Brand patted her back clumsily. “It’s ok, it’s just a dream,” he soothed, just like he always did when Tali came into the room after a nightmare.

“No, Brand, it’s not – it’s her,” Aveny pressed, “the woman from all my dreams. I was watching her this time – in her life. And I saw her with her family – the man and the little girl – and then she ran and she jumped off a cliff. I think she went crazy and killed herself. I saw it. I saw it all.” Her words shattered into incomprehensible sobs.
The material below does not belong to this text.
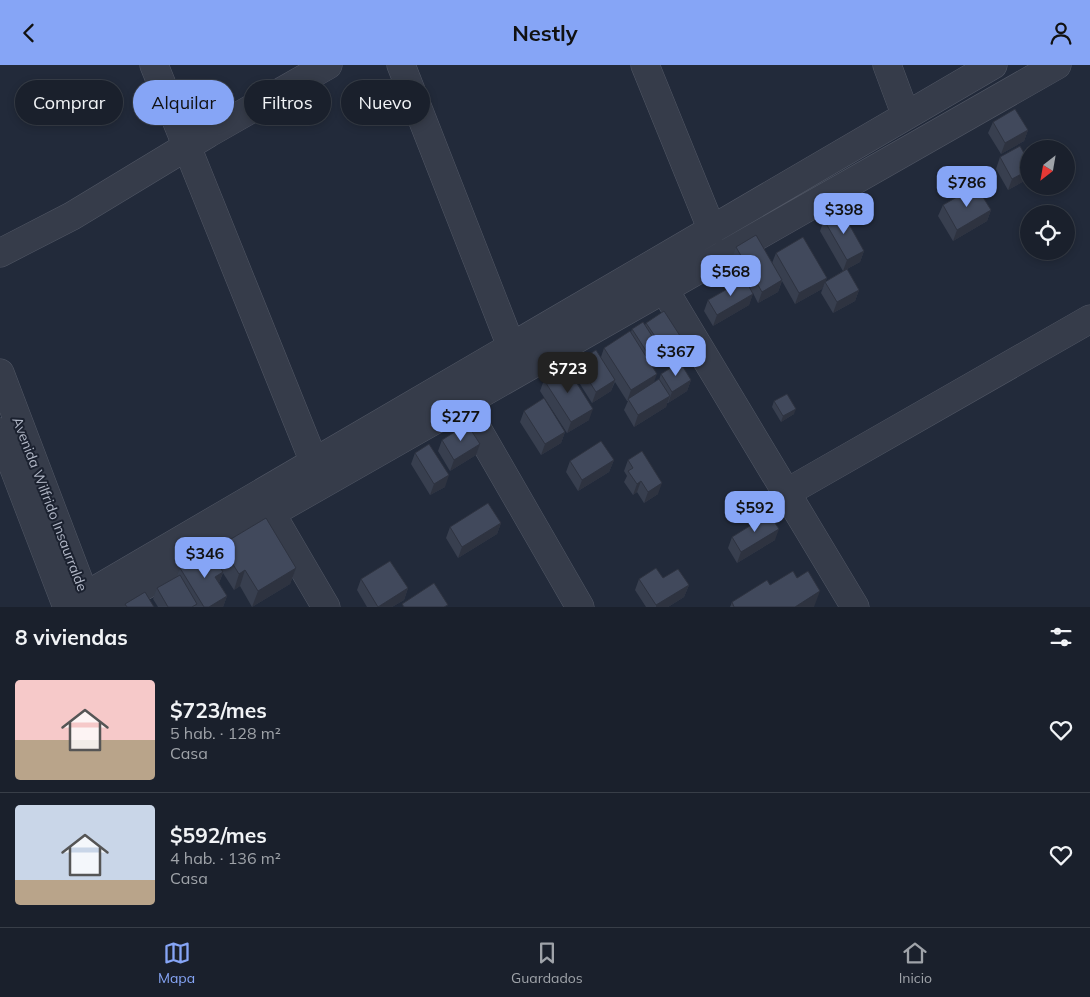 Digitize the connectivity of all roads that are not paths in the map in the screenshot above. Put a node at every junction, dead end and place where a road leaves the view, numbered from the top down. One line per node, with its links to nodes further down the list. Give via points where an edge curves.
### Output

Brand sat foggily beside her, sleep slowly releasing its hold on his psyche. He yawned, reached over and turned on his lamp. The light snapped into life with alarming efficiency and Aveny started, frightened by this new – old – reality she’d suddenly been recalled to.

“I’m sorry,” she said, shaking herself and wiping her eyes. “It’s just, the little girl, I saw her lose her mother. She was so broken. I just … it just … it was just awful.”

“I’m sure,” Brand soothed. “She probably reminded you of Tali, huh? That’s hard.”

Aveny’s brow furrowed. “Actually, no – it didn’t remind me of Tali at all. It just felt, so … I don’t know … close.”

“More than the others?”

“Yeah – this was the most intense one yet. And the most real,” Aveny wiped the back of her hand under both eyes and swiped it beneath her nose, sucking in a snotty inhalation.

“Maybe it’s like a prediction or something,” Brand suggested. “Maybe the skin is showing you things that might happen in the future. I saw this show once that said time is a continuum that loops back on itself – that we’re all connected together in a sort of long chain. Maybe the woman and her family are our descendants. Maybe it’s a future you can help prevent.”

Aveny’s breath calmed. “That actually makes sense … but I don’t think it’s the future. Everyone was wearing old fashioned clothes, like European clothes from the 1800s. His suit, her dress, the little girl’s frock – they were all old fashioned. It didn’t catch my attention at the time – it all just seemed normal for some reason – but those were definitely old-timey outfits.”

She paused.

“I can’t believe she killed herself. Do you think it’s a warning? Like it might happen again – to me?”

Brand looked stunned. “I hope not,” he said quietly.

The realization left Aveny numb. “Everything’s already so crazy. Am I going to end up throwing myself off a cliff too? Or am I supposed to do something about it? It is like those movies, when the ghost comes back because they have unfinished business and you have to help them settle things? If so, why doesn’t she just tell me what she wants? I hate that about those movies. Just tell us what you want, so we can do it! This is probably my karma for hating all those movies…”

“Or it could just be a dream,” Brand offered.

“Or I could just like to swim,” Aveny shot back.

“You win,” Brand said, laying back down and pulling the blanket over his shoulders. “Do you want me to get you anything? Hot tea? Back rub?”

He was already half asleep.

“No, I’m ok.” 

Aveny reached over Brand and switched off his light, then lay back and stared at the hazy ceiling. Her mind raced with everything she’d seen and all it might foretell. But as with most anxious ruminating, she wasn’t even close to the truth. 

And when, in the early hours of morning, she finally drifted back to sleep, her dreams were punctuated by a disembodied pleading.

Don’t trust her. Don’t trust her. Don’t trust her.

And through the swirling mists of her own psyche, Aveny called back, “Don’t trust who?”